Frage: "Wenn Sie eine Prognose abgeben müssten und da ihre Haltung bearish ist: Um wie viele Prozentpunkte glauben Sie, werden die Wertpapiere der Schwellenmärkte durchschnittlich in der näheren Zukunft fallen."

Antwort: "Nun, ich denke der S&P hat eine sehr gute Aussicht auf einen Rückgang von 20 bis 30 Prozent und die Aktienmärkte der Schwellenökonomien könnten, denke ich, um 40% einbrechen. Das muß vielleicht nicht heißen, daß der Bullenmarkt an den Schwellenmärkten damit dann endgültig vorüber ist, denn 1987 hatten wir in Taiwan Einbrüche von 50% und danach ist der Markt noch weitere vier Mal gestiegen. Man kann also große Korrekturen haben und sich dennoch immer noch in einem Bullenmarkt befinden."

 

Doch wenn jemand zu mir käme und fragte, "Wie sieht es mit einer positiven Preisentwicklung beispielsweise beim S&P aus?". Wir hatten 1.425, der Höchstwert lag bei 1.555. Dann würde ich sagen, die positive Entwicklung und der große Widerstand des Marktes liegen bei zwischen 1.520 und 1.530 - die Vorteile sind also eingeschränkt. Aber wie steht es mit den Risiken?
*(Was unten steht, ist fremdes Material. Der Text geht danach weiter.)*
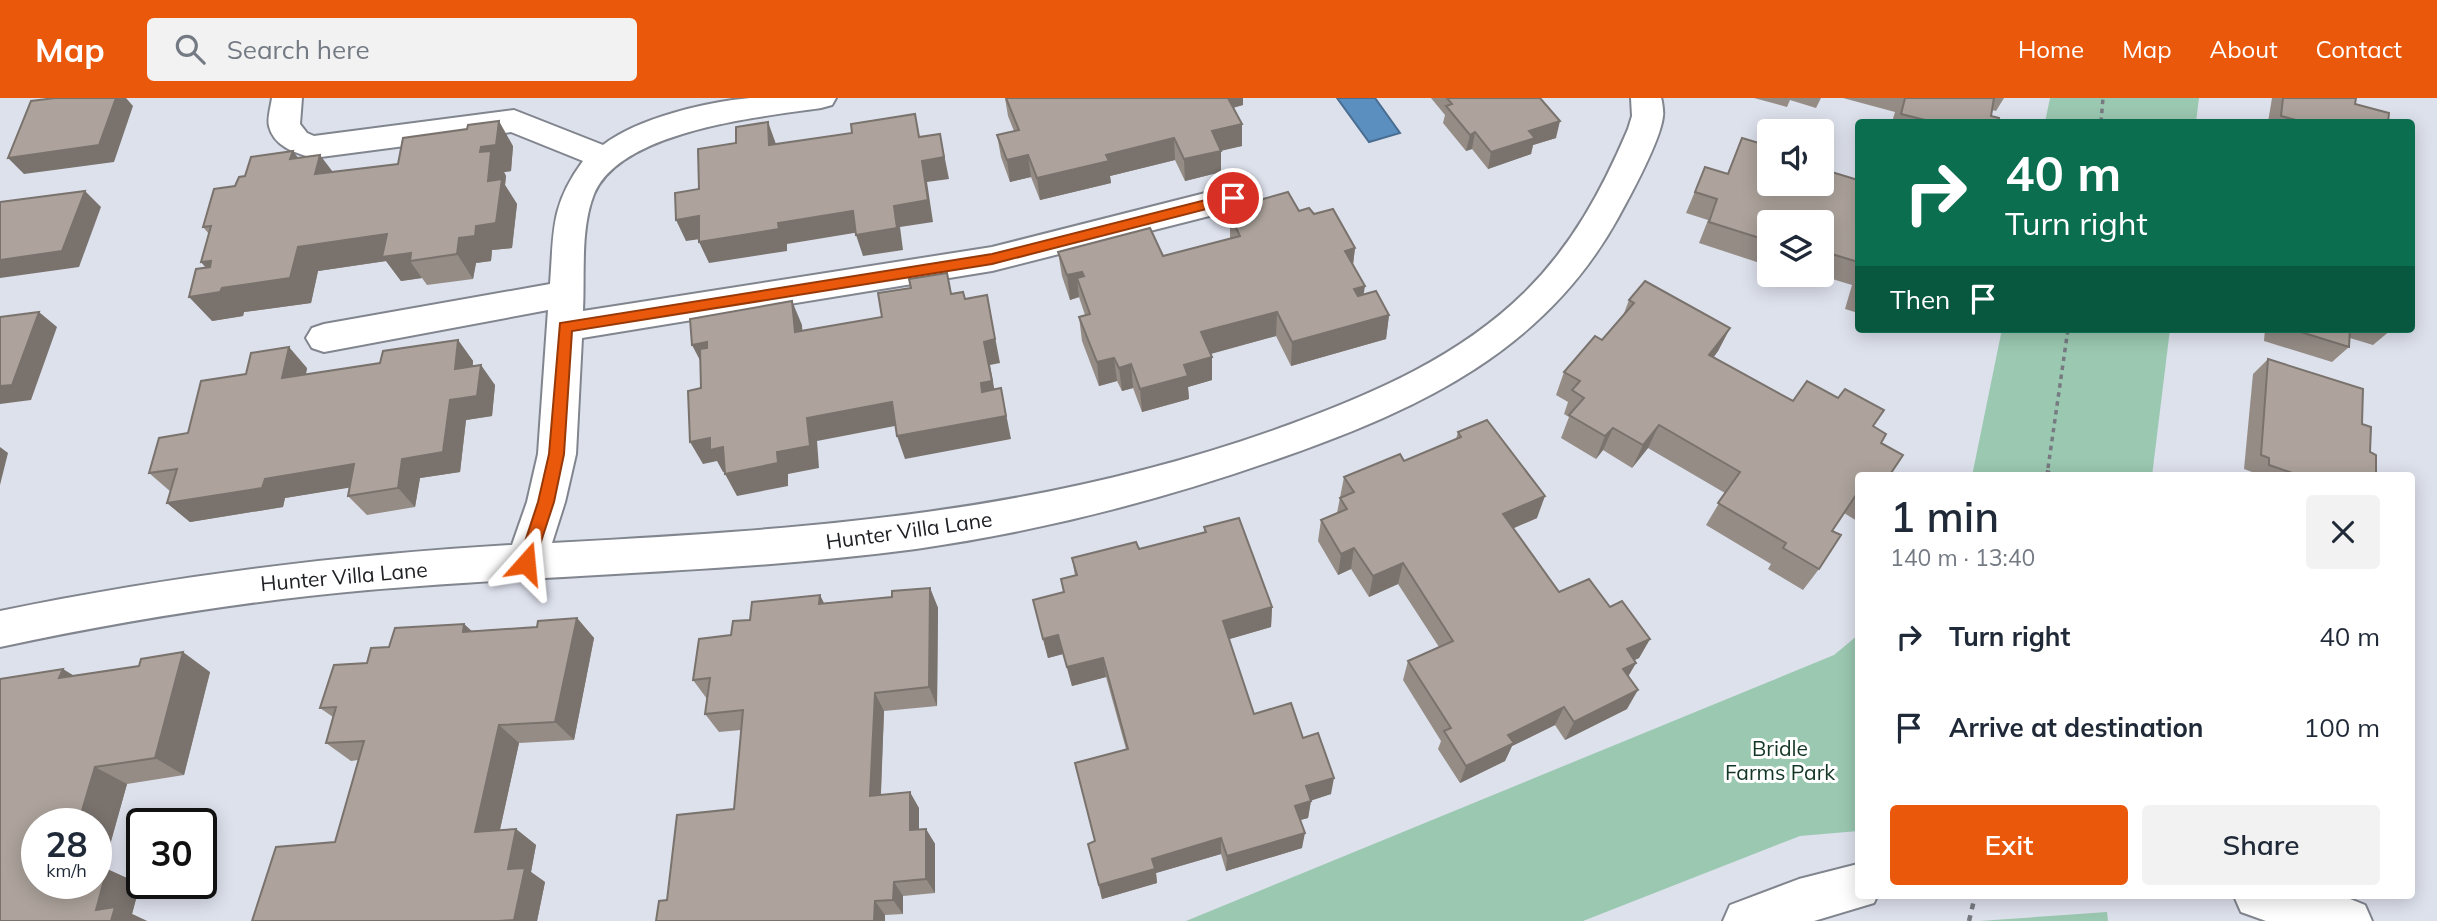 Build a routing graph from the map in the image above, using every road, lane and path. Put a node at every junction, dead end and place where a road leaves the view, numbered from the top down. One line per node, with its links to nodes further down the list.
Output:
1 (287, 98): 6 (street)
2 (821, 98): 5 (street)
3 (1646, 98): 14 (street, Hunter Villa Lane)
4 (2103, 98): 7 (path)
5 (772, 102): 8 (street)
6 (515, 110): 8 (street)
7 (2101, 119)
8 (607, 159): 10 (street)
9 (1233, 198): 10 (street)
10 (566, 311): 12 (street); 14 (street)
11 (2068, 333): 13 (path)
12 (324, 338)
13 (2048, 472)
14 (526, 563): 15 (street, Hunter Villa Lane)
15 (0, 629)
16 (1855, 888): 19 (street)
17 (1974, 899): 20 (path)
18 (2270, 899): 21 (street)
19 (1746, 921)
20 (1969, 921)
21 (2348, 921) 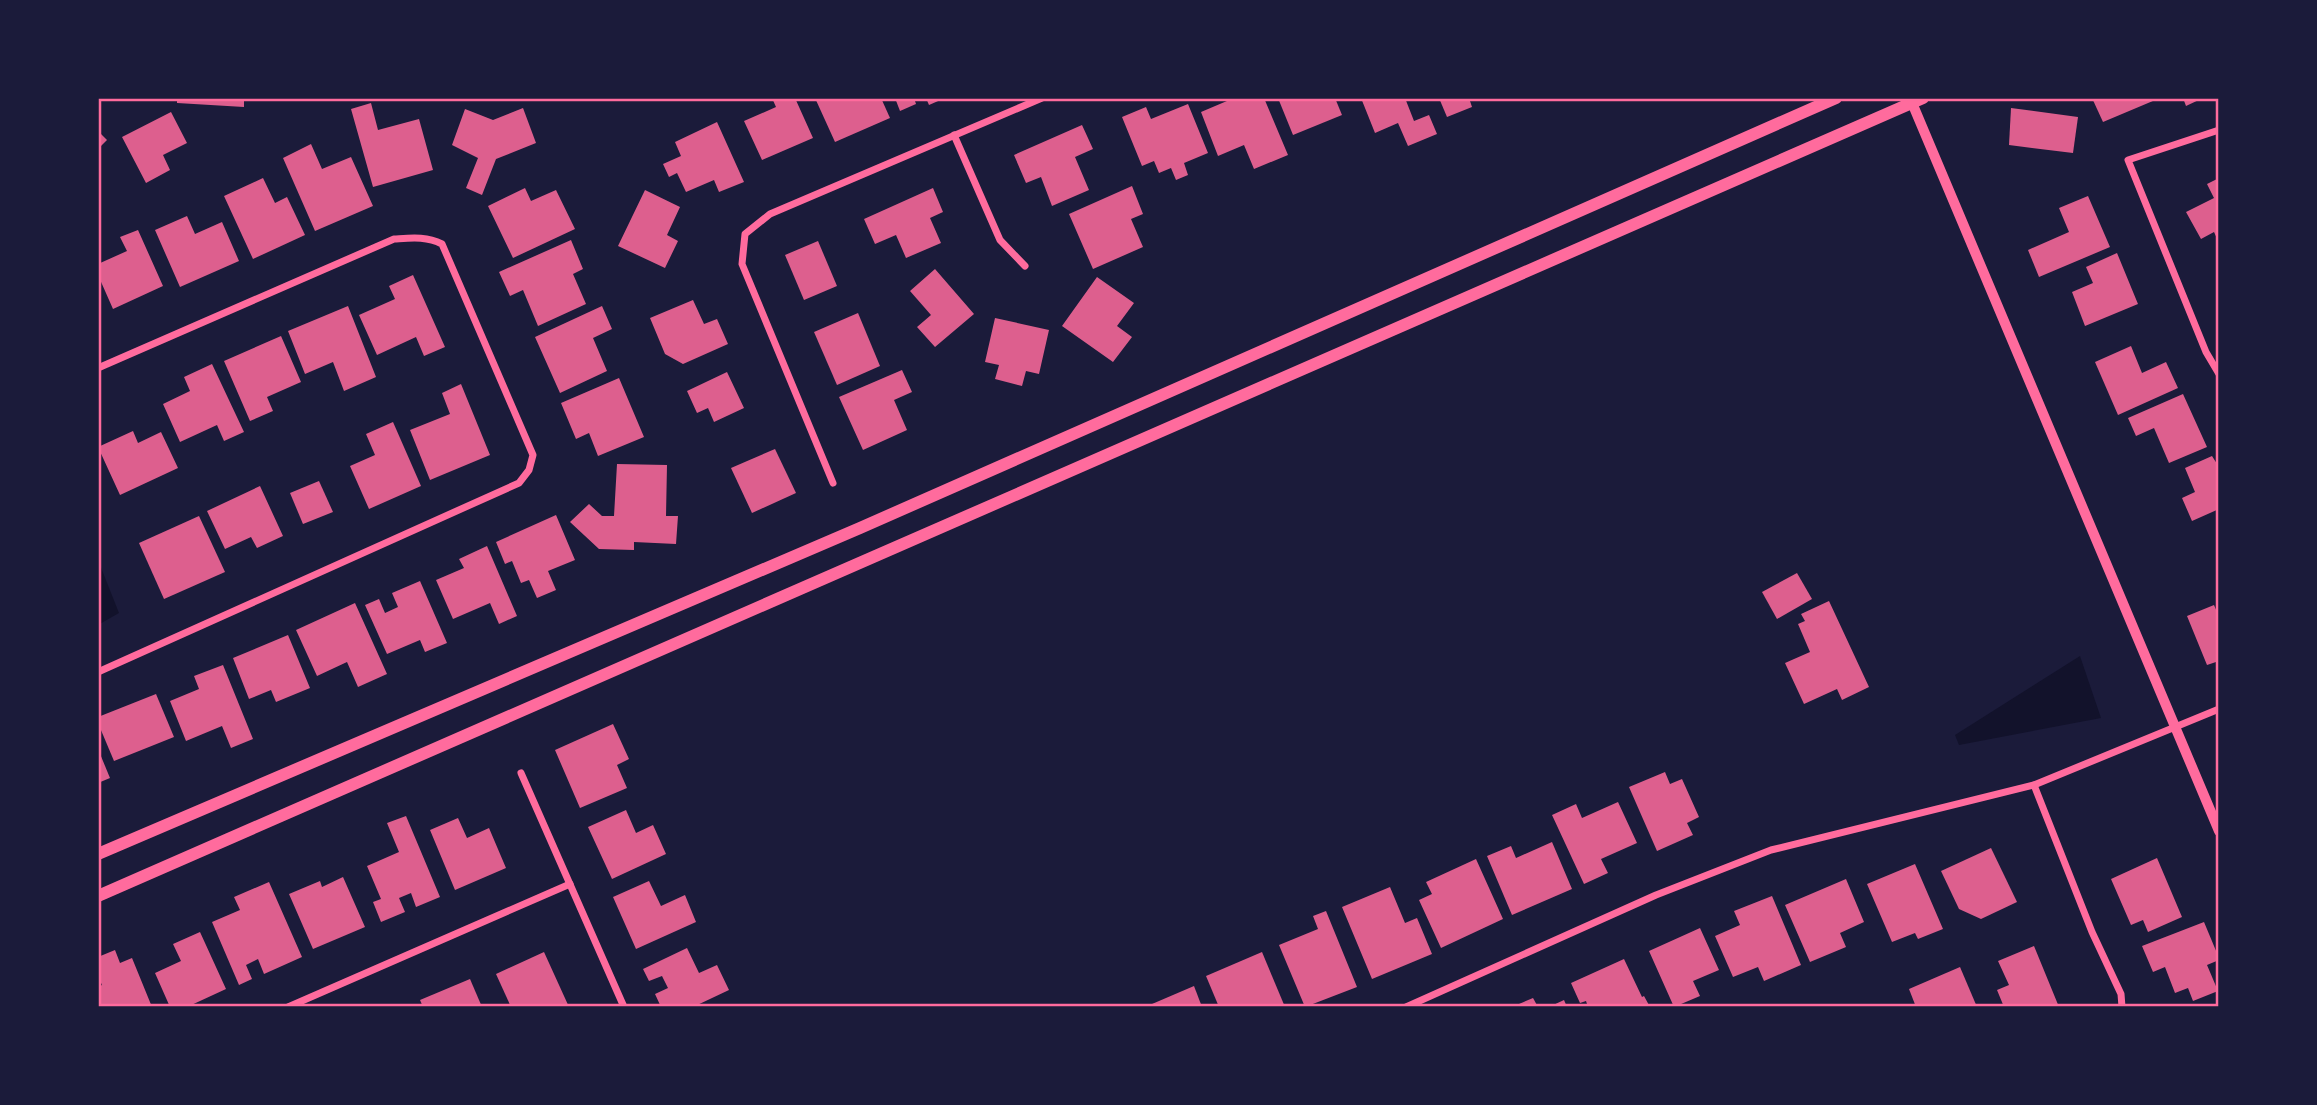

Was mir auffällt ist, daß die Investoren deutlich besorgter sind, das nächste Standbein des Bullenmarktes während steigender Preise zu verpassen, als über die Risiken, viel Geld zu verlieren. Und ich denke, daß sich das nach und nach ändern wird und das wird geringere Kurse bei den Wertpapieren bedeuten und auch die Preise anderer Vermögenswerte, wie z.B. Rohstoffe, könnten entscheidend einbrechen und natürlich auch die Immobilienpreise überall auf der Welt."

Liebe Leser dieser Zeilen, Sie sollten sich bewußt sein, daß dieser Abwärtstrend extrem lang und ernst ausfallen KÖNNTE.

Hier ist ein weiteres Dictum: Die Stärke einer Korrektur ist gleichwertig und entgegengesetzt zur Täuschung, die ihr vorangegangen ist. Niemals zuvor in der Geschichte der Welt haben so viele Leute an so viele Dinge geglaubt, die einfach nicht wahr sein können. Und es könnte einer langen und schmerzhaften Korrektur oder etwas schlimmeren bedürfen ... das wieder gerade zu biegen. Und das ist der Grund, warum ich an meinem Gold festhalte. Wenn ich Geld bräuchte, würde ich etwas anderes verkaufen.

Doch das ist auch schon alles, was ich heute zu diesem Thema zu sagen habe, denn ich bin in Ferien.